O sistema jurídico do Reino Unido possui peculiaridades que o distinguem dos demais existentes na Europa e que não podem ser adequadamente compreendidas sem o exame de sua evolução histórica.

Em primeiro lugar, deve ser apontado que o feudalismo britânico se deu de modo sui generis: os normandos conquistam a Inglaterra, a qual é dividida em feudos. Os senhores feudais, de origem normanda, estranhos em terra estranha, precisam organizar-se em torno do Rei, sob pena de verem-se subjugados. Por essa razão, os feudos são rigorosamente organizados pelo soberano, em um verdadeiro sistema militar (David, 1998, p. 285).
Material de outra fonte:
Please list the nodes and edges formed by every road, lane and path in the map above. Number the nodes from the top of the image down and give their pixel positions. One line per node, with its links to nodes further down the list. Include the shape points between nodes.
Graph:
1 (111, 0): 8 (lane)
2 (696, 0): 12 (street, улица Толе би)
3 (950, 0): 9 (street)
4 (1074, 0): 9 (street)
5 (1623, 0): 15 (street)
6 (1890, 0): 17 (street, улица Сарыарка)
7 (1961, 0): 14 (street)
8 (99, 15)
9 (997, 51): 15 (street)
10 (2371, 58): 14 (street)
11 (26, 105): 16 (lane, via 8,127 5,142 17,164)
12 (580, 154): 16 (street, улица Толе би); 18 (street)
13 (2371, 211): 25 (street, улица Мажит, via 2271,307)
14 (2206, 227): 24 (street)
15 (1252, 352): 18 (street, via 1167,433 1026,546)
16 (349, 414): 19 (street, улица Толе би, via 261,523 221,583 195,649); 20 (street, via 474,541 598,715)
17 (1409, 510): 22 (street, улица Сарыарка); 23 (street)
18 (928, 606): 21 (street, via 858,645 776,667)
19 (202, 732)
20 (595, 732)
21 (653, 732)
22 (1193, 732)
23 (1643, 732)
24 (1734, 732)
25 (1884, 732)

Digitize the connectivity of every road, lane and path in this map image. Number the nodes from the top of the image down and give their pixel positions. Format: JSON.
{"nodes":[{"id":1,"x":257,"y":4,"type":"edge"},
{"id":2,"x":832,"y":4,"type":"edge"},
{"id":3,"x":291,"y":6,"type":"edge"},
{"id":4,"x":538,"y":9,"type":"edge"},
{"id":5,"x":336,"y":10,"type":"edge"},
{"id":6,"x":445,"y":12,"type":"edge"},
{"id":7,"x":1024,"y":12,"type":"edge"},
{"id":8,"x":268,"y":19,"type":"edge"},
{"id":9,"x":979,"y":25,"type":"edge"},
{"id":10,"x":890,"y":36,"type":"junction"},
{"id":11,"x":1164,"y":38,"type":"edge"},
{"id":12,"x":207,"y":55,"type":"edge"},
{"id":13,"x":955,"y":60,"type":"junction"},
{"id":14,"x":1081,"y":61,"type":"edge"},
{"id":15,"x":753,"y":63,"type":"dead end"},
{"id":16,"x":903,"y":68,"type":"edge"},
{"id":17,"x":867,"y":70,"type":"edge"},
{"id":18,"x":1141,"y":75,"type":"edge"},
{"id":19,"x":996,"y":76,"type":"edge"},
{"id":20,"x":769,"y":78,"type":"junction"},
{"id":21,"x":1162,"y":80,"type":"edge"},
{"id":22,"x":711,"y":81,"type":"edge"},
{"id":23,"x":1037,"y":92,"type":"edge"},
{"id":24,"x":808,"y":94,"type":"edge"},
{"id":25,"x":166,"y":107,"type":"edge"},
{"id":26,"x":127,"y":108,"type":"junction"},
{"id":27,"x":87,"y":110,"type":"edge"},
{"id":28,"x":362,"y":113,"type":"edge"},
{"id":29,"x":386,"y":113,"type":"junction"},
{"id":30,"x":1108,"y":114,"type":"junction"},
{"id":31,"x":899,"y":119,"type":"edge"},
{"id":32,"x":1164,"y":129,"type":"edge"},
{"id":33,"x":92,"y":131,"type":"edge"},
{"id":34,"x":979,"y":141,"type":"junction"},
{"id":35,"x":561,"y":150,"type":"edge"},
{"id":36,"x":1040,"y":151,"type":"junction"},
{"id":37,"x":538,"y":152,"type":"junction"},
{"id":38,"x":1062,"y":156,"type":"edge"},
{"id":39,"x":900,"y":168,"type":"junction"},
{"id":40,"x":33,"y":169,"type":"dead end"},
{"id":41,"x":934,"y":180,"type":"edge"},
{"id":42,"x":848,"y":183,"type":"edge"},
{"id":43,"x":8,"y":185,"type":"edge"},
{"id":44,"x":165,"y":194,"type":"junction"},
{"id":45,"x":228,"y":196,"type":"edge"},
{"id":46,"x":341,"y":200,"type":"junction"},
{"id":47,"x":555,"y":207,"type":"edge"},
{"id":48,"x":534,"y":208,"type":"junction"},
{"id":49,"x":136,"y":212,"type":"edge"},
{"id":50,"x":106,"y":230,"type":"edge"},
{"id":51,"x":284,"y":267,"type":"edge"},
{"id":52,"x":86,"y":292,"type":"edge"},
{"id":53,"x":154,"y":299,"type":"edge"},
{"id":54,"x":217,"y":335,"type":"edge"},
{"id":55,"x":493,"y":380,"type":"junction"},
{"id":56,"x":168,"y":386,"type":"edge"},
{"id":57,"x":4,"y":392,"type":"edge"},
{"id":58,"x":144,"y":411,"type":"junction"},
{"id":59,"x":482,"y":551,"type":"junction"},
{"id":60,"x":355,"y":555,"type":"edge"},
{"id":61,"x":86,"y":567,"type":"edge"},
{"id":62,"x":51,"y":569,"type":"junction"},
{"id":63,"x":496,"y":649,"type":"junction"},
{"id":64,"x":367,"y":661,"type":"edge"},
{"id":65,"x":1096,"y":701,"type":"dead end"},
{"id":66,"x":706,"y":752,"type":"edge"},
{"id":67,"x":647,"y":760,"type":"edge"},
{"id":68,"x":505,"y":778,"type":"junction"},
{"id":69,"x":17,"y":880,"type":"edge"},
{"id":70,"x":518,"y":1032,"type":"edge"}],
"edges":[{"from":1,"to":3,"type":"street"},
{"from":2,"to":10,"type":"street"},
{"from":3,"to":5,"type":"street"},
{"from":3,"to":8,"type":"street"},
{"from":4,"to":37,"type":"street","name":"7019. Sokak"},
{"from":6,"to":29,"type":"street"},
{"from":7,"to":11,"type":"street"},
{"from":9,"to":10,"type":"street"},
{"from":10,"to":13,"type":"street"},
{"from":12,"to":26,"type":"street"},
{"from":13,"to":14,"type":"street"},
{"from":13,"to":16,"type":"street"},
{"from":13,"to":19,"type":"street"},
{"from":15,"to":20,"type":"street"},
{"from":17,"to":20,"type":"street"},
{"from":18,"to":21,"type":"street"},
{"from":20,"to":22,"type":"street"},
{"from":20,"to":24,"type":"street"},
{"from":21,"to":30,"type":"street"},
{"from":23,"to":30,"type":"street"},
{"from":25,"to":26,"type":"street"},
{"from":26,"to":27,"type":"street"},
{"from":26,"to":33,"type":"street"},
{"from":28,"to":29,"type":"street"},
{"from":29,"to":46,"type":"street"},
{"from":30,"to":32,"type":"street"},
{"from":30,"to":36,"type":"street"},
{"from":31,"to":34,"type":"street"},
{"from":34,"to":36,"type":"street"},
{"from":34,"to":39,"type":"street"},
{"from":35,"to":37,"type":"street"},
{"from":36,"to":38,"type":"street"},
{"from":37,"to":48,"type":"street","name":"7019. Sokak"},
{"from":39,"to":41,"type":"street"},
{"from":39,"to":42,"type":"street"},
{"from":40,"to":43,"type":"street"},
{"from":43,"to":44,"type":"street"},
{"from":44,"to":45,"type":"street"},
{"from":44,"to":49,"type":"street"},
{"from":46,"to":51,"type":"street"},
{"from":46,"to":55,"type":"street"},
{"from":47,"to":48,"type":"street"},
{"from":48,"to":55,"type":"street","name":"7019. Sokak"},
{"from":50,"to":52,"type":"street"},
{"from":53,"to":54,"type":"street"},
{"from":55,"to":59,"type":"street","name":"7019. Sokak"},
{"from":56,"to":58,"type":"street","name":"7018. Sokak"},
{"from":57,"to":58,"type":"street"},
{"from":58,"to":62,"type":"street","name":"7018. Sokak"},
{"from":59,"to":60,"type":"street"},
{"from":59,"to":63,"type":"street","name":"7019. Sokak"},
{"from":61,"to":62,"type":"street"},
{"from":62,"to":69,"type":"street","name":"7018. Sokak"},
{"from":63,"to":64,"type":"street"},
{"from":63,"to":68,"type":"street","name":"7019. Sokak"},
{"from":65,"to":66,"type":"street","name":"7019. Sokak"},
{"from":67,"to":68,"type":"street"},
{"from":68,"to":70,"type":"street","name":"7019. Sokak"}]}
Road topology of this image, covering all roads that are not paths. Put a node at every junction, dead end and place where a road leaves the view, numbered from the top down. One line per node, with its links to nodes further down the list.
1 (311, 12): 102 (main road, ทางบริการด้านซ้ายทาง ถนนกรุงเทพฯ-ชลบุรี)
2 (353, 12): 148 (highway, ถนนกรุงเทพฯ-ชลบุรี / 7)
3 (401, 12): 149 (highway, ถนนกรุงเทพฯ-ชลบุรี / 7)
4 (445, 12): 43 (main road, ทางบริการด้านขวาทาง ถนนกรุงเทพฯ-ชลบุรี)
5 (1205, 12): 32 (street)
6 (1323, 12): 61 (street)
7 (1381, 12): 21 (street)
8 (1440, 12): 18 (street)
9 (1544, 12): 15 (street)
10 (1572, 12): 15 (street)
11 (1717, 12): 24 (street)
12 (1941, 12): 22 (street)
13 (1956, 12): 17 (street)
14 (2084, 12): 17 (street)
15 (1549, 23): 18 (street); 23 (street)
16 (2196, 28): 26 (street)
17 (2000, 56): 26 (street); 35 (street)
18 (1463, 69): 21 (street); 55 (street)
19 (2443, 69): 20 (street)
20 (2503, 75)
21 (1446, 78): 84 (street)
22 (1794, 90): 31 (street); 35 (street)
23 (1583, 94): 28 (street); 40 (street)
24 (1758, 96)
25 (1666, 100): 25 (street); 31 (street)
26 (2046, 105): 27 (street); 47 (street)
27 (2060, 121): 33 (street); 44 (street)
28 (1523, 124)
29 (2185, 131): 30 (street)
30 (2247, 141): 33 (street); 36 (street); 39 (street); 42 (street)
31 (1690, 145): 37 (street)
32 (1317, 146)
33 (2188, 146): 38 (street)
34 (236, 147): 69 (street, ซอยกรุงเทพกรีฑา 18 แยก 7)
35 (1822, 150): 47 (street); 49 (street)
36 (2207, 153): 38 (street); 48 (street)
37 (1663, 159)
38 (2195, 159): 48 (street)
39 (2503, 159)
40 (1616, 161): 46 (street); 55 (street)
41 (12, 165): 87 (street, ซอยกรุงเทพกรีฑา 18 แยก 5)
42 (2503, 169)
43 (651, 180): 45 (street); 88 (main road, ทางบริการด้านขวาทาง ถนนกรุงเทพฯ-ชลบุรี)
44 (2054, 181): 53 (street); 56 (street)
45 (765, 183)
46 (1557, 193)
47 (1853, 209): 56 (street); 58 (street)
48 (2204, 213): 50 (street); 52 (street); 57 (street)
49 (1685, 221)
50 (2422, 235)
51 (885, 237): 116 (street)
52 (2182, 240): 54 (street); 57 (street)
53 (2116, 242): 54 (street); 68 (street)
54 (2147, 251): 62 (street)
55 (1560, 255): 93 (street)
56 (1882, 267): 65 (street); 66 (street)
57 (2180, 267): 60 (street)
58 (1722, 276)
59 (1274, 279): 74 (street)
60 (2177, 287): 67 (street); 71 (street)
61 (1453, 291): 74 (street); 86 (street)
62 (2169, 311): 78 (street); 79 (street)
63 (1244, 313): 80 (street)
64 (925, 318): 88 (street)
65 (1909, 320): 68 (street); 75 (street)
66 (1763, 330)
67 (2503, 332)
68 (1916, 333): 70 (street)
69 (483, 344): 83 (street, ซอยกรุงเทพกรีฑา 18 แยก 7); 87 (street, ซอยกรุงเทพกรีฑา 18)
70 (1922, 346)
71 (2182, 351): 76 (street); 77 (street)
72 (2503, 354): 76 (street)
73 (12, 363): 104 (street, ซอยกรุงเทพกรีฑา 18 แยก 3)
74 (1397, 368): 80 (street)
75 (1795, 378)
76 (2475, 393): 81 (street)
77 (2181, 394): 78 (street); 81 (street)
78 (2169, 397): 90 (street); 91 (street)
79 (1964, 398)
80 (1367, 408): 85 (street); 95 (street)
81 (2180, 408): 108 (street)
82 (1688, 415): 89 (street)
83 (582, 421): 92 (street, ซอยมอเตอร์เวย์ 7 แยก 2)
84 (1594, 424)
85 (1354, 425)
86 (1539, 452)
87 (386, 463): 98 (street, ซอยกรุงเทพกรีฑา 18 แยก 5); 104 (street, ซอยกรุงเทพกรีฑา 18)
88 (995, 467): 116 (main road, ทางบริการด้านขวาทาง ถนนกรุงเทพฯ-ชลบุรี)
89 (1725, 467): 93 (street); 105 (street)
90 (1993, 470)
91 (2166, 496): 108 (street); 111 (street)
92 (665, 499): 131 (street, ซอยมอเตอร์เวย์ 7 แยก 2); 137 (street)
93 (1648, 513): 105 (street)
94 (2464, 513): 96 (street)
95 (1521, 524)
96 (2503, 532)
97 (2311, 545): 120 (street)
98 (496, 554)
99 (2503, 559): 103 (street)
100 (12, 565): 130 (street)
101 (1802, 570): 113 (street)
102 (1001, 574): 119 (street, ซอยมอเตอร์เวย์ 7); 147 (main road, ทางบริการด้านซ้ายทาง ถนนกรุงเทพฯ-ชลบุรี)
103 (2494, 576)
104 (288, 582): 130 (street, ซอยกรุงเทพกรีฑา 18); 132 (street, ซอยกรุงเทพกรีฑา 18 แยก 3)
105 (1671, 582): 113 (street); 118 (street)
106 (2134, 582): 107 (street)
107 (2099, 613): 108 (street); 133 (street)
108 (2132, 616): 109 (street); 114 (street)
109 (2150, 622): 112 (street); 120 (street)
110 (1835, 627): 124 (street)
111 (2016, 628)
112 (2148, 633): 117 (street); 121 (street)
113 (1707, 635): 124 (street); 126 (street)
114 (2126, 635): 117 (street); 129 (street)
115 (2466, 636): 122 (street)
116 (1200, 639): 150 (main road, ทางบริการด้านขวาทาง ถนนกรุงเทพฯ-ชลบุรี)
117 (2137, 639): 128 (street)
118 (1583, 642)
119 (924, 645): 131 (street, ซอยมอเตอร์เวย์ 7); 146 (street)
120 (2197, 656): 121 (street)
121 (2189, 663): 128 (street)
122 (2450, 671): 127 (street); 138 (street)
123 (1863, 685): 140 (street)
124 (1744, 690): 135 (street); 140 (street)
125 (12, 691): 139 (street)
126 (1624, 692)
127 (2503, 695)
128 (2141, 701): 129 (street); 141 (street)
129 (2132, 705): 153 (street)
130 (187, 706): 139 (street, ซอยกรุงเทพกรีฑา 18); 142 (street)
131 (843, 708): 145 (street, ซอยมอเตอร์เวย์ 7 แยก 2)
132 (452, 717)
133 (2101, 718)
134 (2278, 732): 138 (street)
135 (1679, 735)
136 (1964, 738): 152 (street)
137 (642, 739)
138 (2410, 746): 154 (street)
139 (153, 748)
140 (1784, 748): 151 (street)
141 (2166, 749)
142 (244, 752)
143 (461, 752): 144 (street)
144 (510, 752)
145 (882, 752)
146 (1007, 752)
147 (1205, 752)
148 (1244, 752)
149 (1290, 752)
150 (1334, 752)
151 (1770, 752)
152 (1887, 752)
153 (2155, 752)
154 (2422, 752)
A principal fonte de onde provém o direito, na época, é o costume. Como em todos os sistemas feudais, existe, nesse período, por evidente, a multiplicidade de costumes locais, válidos apenas nas circunscrições de cada feudo, convivendo com outros costumes conhecidos e cumpridos em todo o Reino. Enquanto os primeiros caracterizam costumes particulares, os últimos compõem a Common Law propriamente dita (Blackstone, 1769, p. 63)3.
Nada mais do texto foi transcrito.